Aim of the task:
Your answer should consist of each line below that contains the string "Émile".

Records to process:
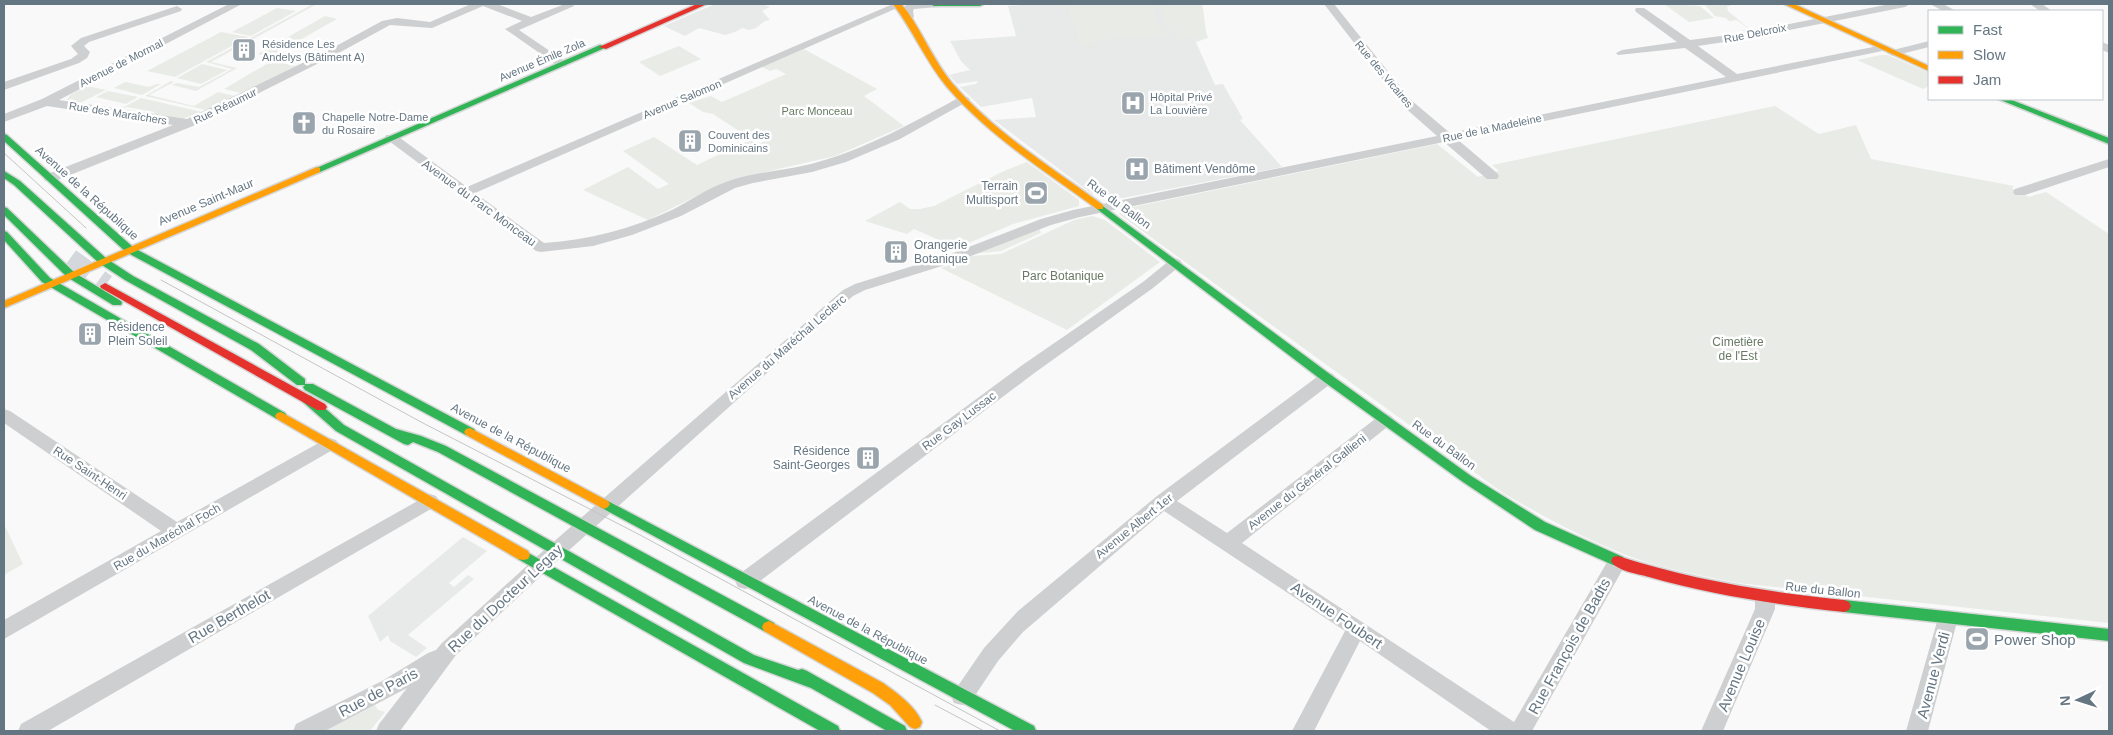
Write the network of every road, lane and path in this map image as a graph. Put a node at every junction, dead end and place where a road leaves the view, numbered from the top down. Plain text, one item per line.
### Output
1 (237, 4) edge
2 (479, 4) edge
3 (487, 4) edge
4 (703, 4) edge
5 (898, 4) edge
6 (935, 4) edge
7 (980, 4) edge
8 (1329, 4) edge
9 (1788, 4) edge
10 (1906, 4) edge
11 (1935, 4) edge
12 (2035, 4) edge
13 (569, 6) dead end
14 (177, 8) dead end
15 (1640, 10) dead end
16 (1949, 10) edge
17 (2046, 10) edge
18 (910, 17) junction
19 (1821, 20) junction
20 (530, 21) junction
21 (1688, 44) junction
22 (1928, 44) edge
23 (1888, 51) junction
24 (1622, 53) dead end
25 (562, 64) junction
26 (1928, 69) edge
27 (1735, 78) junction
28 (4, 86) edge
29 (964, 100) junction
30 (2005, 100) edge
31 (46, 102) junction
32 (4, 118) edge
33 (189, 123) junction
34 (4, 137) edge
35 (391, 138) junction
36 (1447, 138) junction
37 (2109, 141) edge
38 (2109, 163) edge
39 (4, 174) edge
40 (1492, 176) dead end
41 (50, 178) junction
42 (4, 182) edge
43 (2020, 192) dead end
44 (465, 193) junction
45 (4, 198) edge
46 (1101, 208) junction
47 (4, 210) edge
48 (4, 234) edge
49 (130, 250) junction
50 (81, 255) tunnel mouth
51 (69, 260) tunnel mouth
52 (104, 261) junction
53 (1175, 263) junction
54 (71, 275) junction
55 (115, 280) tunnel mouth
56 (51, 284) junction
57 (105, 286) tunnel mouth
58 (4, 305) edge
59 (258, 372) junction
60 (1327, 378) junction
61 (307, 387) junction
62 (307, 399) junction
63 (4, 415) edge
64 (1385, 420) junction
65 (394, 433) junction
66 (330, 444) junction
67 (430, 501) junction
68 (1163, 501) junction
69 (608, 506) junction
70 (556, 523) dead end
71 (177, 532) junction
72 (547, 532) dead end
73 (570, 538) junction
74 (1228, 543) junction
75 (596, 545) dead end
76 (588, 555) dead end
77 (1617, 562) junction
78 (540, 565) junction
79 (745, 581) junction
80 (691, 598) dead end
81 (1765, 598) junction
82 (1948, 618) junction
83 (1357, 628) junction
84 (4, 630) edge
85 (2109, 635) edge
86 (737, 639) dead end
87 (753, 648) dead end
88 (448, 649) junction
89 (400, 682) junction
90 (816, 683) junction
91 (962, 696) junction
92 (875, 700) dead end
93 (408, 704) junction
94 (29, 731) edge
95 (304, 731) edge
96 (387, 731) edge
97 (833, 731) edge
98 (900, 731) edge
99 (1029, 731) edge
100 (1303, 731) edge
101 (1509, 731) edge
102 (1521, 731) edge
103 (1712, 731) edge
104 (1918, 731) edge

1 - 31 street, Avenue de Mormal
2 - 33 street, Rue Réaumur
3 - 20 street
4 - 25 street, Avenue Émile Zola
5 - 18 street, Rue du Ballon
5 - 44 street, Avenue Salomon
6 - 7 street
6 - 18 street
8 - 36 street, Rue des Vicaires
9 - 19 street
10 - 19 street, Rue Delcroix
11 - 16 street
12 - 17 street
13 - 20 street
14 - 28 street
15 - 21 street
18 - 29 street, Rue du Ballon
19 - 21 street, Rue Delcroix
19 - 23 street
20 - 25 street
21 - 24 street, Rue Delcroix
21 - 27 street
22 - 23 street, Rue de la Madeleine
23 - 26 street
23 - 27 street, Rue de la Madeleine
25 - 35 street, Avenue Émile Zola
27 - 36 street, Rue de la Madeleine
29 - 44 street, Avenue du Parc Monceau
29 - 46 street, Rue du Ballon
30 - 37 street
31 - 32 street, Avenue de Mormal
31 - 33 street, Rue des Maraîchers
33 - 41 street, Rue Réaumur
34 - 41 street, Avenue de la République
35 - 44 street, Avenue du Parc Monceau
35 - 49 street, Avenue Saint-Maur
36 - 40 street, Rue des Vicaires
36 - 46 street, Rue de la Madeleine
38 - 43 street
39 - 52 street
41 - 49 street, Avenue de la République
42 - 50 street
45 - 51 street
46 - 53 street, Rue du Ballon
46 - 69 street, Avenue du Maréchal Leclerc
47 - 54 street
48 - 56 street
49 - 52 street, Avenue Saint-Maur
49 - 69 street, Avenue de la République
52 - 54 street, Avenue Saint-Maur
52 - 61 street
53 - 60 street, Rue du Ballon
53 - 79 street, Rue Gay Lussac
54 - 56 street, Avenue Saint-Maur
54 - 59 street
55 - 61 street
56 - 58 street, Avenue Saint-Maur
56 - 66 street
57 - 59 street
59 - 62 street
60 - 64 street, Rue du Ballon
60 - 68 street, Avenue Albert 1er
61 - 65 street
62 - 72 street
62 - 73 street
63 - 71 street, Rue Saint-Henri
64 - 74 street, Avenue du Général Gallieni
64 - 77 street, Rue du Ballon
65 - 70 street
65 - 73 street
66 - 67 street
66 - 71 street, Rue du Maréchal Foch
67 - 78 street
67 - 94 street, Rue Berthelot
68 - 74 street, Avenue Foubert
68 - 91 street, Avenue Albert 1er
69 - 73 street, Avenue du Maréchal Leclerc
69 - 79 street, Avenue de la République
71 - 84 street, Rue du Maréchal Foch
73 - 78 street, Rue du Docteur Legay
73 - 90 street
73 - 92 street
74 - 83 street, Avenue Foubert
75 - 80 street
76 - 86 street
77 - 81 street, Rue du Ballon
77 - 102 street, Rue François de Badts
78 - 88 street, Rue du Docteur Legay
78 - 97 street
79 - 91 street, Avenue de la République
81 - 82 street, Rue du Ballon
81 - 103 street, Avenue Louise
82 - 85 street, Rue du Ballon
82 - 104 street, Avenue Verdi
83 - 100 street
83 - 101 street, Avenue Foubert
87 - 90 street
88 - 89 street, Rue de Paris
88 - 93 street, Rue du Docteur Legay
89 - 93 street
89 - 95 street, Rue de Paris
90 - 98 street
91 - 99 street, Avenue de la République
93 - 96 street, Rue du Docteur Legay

* * *

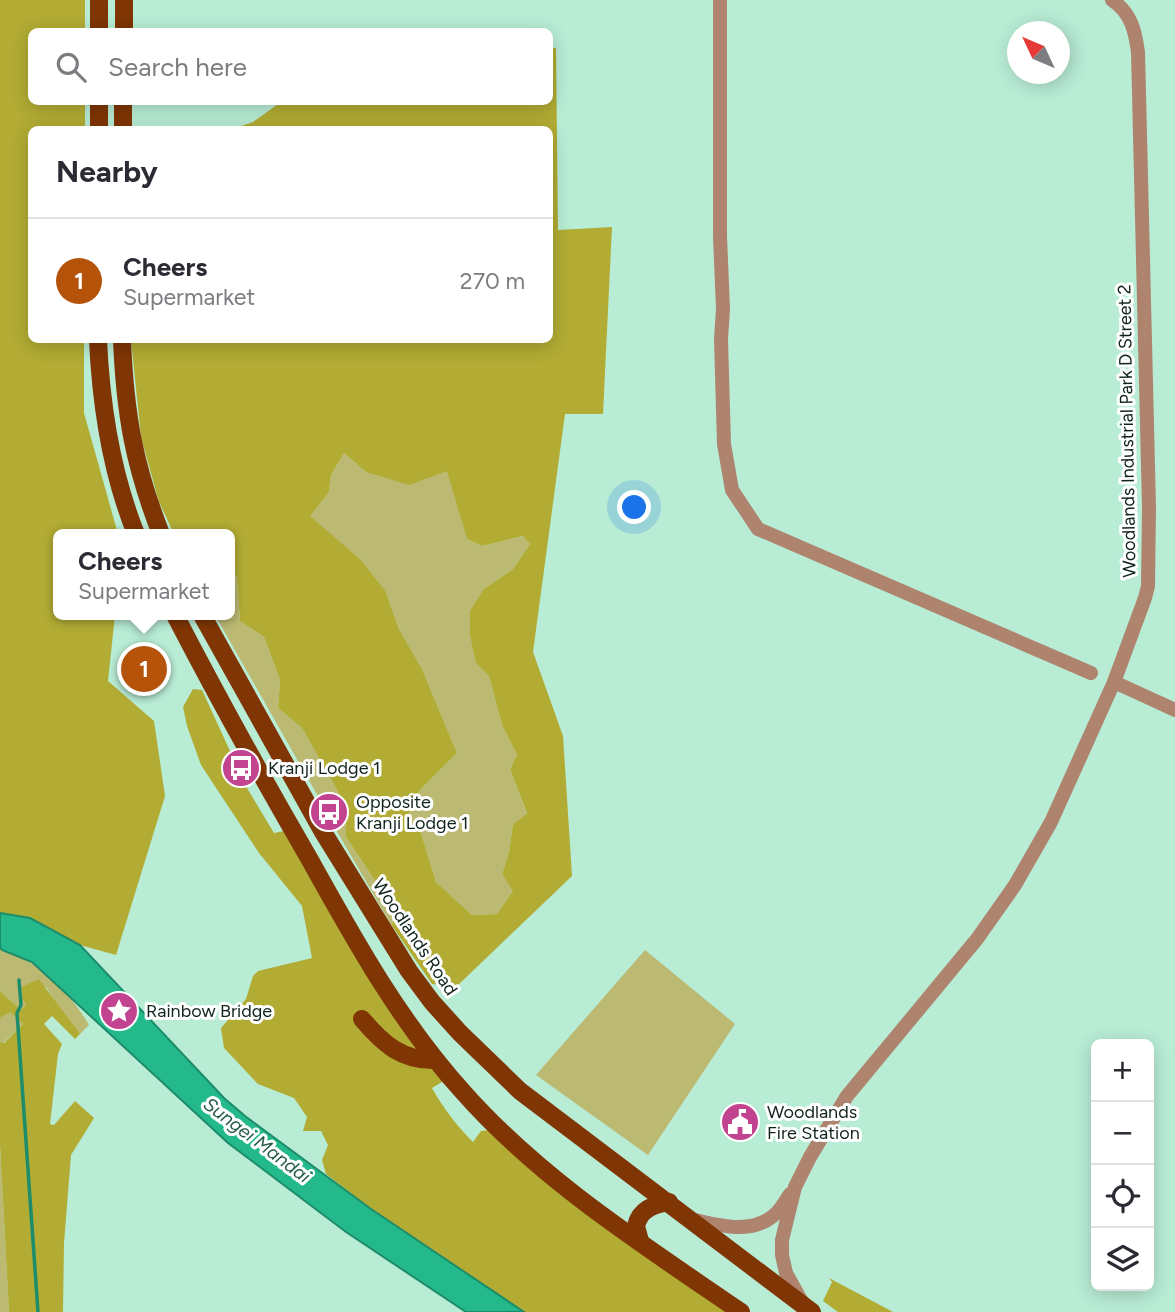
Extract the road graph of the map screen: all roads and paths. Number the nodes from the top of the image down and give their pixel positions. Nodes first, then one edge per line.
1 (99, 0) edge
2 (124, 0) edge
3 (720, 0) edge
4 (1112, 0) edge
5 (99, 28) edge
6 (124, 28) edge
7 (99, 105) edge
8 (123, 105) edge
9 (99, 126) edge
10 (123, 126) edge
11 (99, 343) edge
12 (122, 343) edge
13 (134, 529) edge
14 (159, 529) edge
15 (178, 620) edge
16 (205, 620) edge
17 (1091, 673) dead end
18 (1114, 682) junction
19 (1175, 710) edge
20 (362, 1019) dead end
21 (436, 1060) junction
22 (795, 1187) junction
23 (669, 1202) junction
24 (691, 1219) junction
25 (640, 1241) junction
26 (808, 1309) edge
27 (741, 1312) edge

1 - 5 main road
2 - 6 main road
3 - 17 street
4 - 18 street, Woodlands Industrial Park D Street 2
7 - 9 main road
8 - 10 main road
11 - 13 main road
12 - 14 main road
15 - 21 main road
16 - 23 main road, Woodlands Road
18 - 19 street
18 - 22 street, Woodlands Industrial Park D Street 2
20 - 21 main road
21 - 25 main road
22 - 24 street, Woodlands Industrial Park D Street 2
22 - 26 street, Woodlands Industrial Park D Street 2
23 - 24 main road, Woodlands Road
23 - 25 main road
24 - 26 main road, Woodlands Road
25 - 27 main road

Solution to this problem:
4 - 25 street, Avenue Émile Zola
25 - 35 street, Avenue Émile Zola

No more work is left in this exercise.